**About this exercise**
Each line of the data below containing "Каштановая" needs to be listed.

**The records**
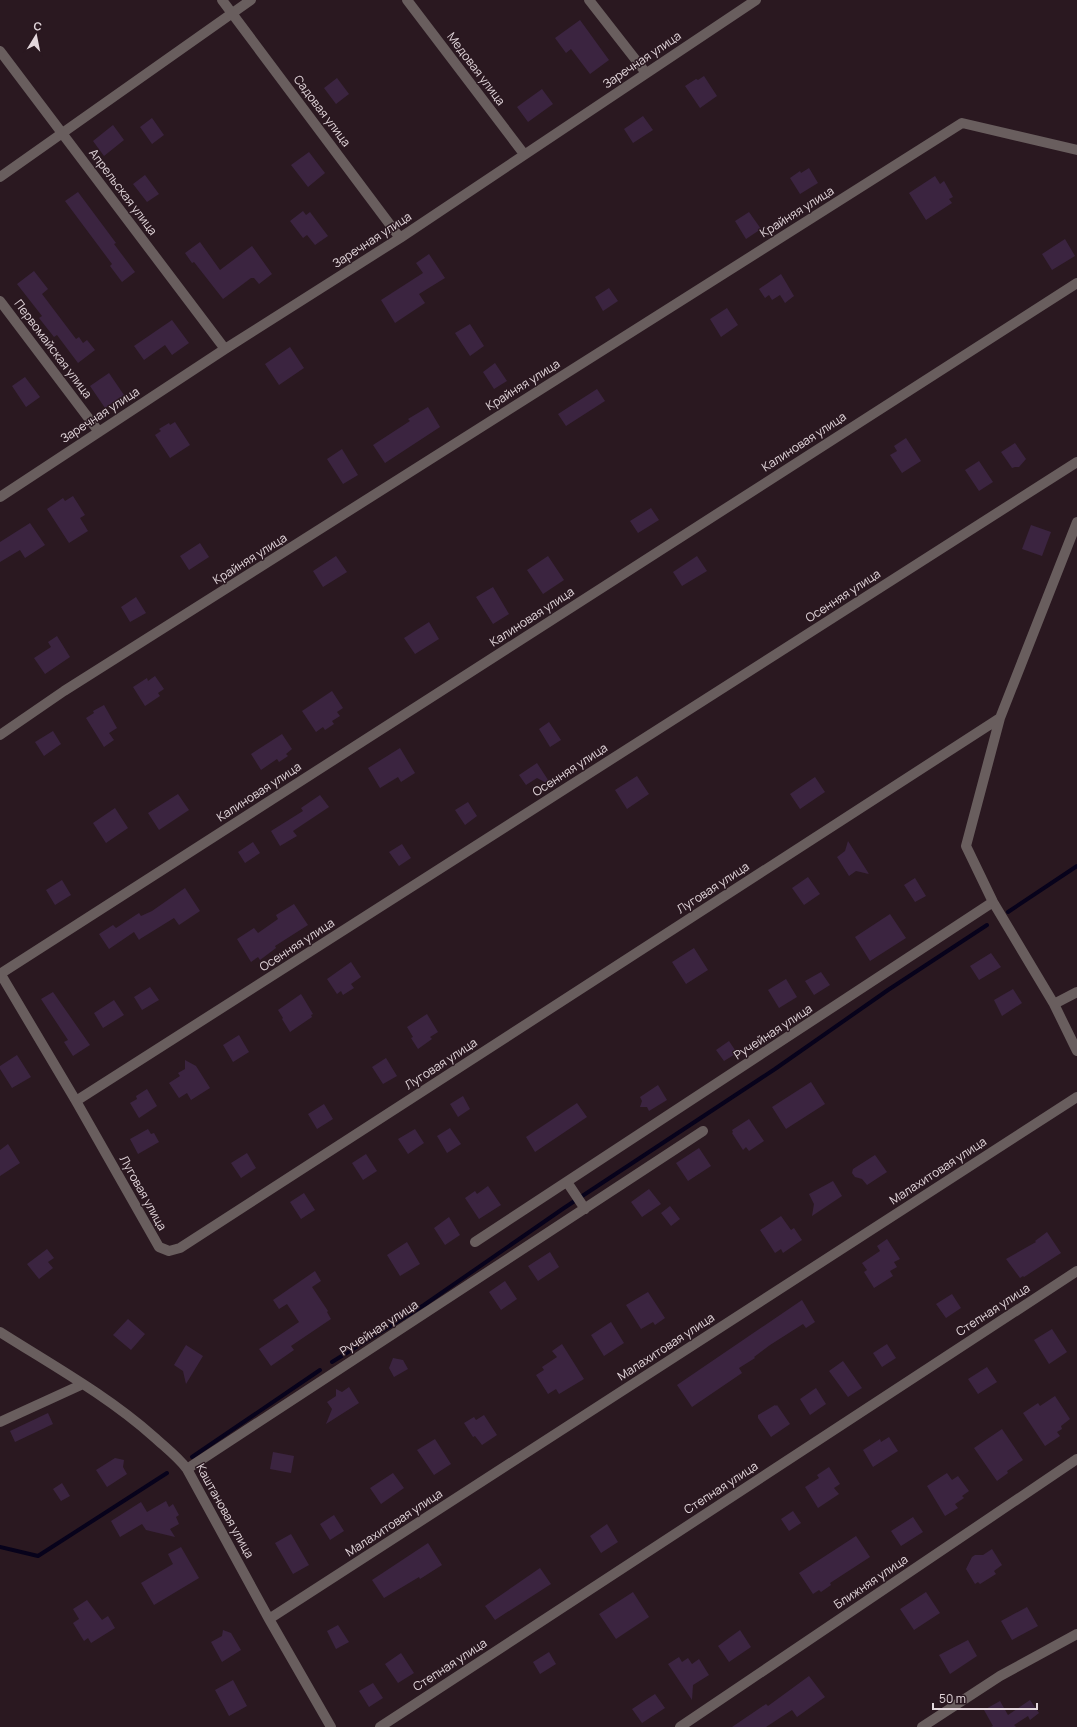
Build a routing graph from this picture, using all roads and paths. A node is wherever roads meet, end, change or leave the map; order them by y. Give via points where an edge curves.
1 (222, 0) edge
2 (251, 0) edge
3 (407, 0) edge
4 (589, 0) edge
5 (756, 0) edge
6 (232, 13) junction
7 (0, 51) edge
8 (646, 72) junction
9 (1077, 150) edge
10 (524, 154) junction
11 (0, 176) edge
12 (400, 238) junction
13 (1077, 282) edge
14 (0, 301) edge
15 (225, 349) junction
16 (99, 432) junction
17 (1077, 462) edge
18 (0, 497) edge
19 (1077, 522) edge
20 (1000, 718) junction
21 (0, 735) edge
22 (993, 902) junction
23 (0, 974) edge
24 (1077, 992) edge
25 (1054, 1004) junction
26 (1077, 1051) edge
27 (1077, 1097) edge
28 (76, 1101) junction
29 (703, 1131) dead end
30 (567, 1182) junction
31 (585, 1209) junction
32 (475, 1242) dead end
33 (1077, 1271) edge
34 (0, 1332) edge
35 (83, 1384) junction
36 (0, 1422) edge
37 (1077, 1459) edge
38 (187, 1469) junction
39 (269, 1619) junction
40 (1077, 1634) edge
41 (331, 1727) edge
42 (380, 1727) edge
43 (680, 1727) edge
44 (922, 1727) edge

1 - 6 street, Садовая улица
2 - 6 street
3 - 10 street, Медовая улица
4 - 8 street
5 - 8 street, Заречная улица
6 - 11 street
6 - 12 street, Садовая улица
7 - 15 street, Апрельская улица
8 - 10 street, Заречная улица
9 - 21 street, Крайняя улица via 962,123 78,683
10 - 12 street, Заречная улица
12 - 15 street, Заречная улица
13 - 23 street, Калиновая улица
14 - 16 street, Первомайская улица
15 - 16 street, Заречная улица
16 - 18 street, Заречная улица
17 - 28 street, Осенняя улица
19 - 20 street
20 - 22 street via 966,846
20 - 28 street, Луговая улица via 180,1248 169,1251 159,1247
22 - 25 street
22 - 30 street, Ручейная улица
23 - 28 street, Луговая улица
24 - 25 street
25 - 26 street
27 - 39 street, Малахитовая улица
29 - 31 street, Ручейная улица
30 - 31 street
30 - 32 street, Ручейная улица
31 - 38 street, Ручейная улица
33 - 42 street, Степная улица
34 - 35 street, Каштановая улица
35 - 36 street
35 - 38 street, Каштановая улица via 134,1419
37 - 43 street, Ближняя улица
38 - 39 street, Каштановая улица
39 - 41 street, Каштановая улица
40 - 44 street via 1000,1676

**Output of the task**
34 - 35 street, Каштановая улица
35 - 38 street, Каштановая улица via 134,1419
38 - 39 street, Каштановая улица
39 - 41 street, Каштановая улица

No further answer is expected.